There were many instances in my life when I have asked myself whether I would want to be born a ‘woman’ again. The answer to this pondering has always been in the affirmative. It would seem at various times that characters from books and authors who have been close to my heart would just spring out of the covers and each one would accompany me for a short while, as I would meander through both the rough and the green patches of life.
First came Enid Blyton with her delectable books about ‘Malory Towers’, and I could almost merge into the book and live with the girls in their boarding school and relate my own life at the boarding to theirs. Malory Towers is a girls’ boarding school located in picturesque surroundings by the sea in Cornwall. Like Darrel Rivers, the protagonist, I too aspired to be the head girl of my school!
As I grew and stepped into my teenage years, Mr Darcy almost swept me away as I would dreamily stepped into the shoes of Elizabeth Bennet. Jane Austen, the author of ‘Pride and Prejudice’, enthused me to delve deep into this book of manners that laid down the rules as to how women ought to be.
However, with age I grew out of the stereotypical way of how I felt as a woman. Simone De Beauvoir’s ‘The Second Sex’ made me reflect upon many points that we as women have to conform to, in order to ‘belong’.
As she had rightly said, “One is not born, but rather becomes, a woman.”
There were times when I could feel the words that she wrote, “...her wings are cut and then she is blamed for not knowing how to fly.”
In ‘The Bluest Eye’, Toni Morrison further reinforced the fact that a woman becomes a woman not because of her looks. As a girl child she is always made to believe how important it is to be ‘fair’ and conform to the standards laid down by society where beauty is concerned. Pecola Breedlove bears a lot of contempt as a child because of the colour of her skin, till the end as she is led to insanity, she craves for ‘blue eyes’.
In ‘The Palace of Illusions’ Chitra Divakaruni portrays Panchali, the wife of the Pandavas from the Indian epic ‘Mahabharata’, as a powerful, strong, and independent woman, an equal to the men around her rather than subservient. She presents Panchali’s life as a series of choices made by her, and not the people around her, giving her a voice in the overwhelmingly patriarchal society that was ancient India. Panchali seemed to emerge from the mythical epic and conveyed a firm message to all.

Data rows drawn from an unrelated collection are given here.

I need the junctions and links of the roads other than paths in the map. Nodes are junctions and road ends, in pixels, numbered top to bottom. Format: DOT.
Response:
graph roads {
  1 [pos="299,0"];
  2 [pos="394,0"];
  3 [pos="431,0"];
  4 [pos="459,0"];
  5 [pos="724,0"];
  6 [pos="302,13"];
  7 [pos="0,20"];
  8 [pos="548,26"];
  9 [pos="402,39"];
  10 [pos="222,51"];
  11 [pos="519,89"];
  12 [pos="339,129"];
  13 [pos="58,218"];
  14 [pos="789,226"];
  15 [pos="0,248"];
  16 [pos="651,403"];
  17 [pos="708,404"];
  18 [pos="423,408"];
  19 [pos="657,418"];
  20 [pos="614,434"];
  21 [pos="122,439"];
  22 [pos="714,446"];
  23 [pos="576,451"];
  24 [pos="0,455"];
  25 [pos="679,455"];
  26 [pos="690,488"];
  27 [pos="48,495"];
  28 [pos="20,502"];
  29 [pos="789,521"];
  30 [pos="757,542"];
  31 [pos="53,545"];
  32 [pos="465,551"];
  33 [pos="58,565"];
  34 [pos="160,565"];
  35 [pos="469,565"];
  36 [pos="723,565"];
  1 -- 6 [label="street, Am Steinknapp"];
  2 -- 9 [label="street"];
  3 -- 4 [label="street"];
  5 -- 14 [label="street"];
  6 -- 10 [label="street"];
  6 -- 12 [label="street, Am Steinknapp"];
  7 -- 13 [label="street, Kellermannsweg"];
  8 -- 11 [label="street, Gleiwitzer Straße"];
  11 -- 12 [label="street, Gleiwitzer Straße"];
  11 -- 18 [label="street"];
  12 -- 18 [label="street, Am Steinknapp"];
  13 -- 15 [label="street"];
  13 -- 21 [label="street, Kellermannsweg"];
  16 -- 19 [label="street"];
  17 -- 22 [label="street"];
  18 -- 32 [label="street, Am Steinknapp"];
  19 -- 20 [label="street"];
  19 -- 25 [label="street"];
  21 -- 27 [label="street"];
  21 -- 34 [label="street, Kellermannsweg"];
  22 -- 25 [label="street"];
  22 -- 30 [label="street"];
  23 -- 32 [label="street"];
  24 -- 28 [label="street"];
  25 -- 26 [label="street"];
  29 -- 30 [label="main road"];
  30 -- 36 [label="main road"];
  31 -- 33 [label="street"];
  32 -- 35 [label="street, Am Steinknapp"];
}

Each time I read the story the words of Divakaruni reveberates, “Stories changed with each telling. Or is that the nature of all stories, the reason for their power?”
Then came on Elizabeth Gilbert’s ‘Eat, Pray, Love”, whose subject was herself. Reeling from a contentious divorce, a volatile rebound romance and a bout of depression, she decided at 34 to spend a year traveling in Italy, India and Indonesia.
“I wanted to explore one aspect of myself set against the backdrop of each country, in a place that has traditionally done that one thing very well,” she writes. “I wanted to explore the art of pleasure in Italy, the art of devotion in India and, in Indonesia, the art of balancing the two.” She took me along with her on her spiritual quest and thus made me realise, “To lose balance sometimes for love is part of living a balanced life.”
I owe it to all the aforementioned female authors and many more, for leading me through the rollercoaster of life. Three cheers to all the women who have held their ground no matter what!
In the words of Simone De Beauvoir: “What would Prince Charming have for occupation if he had not to awaken the Sleeping Beauty?”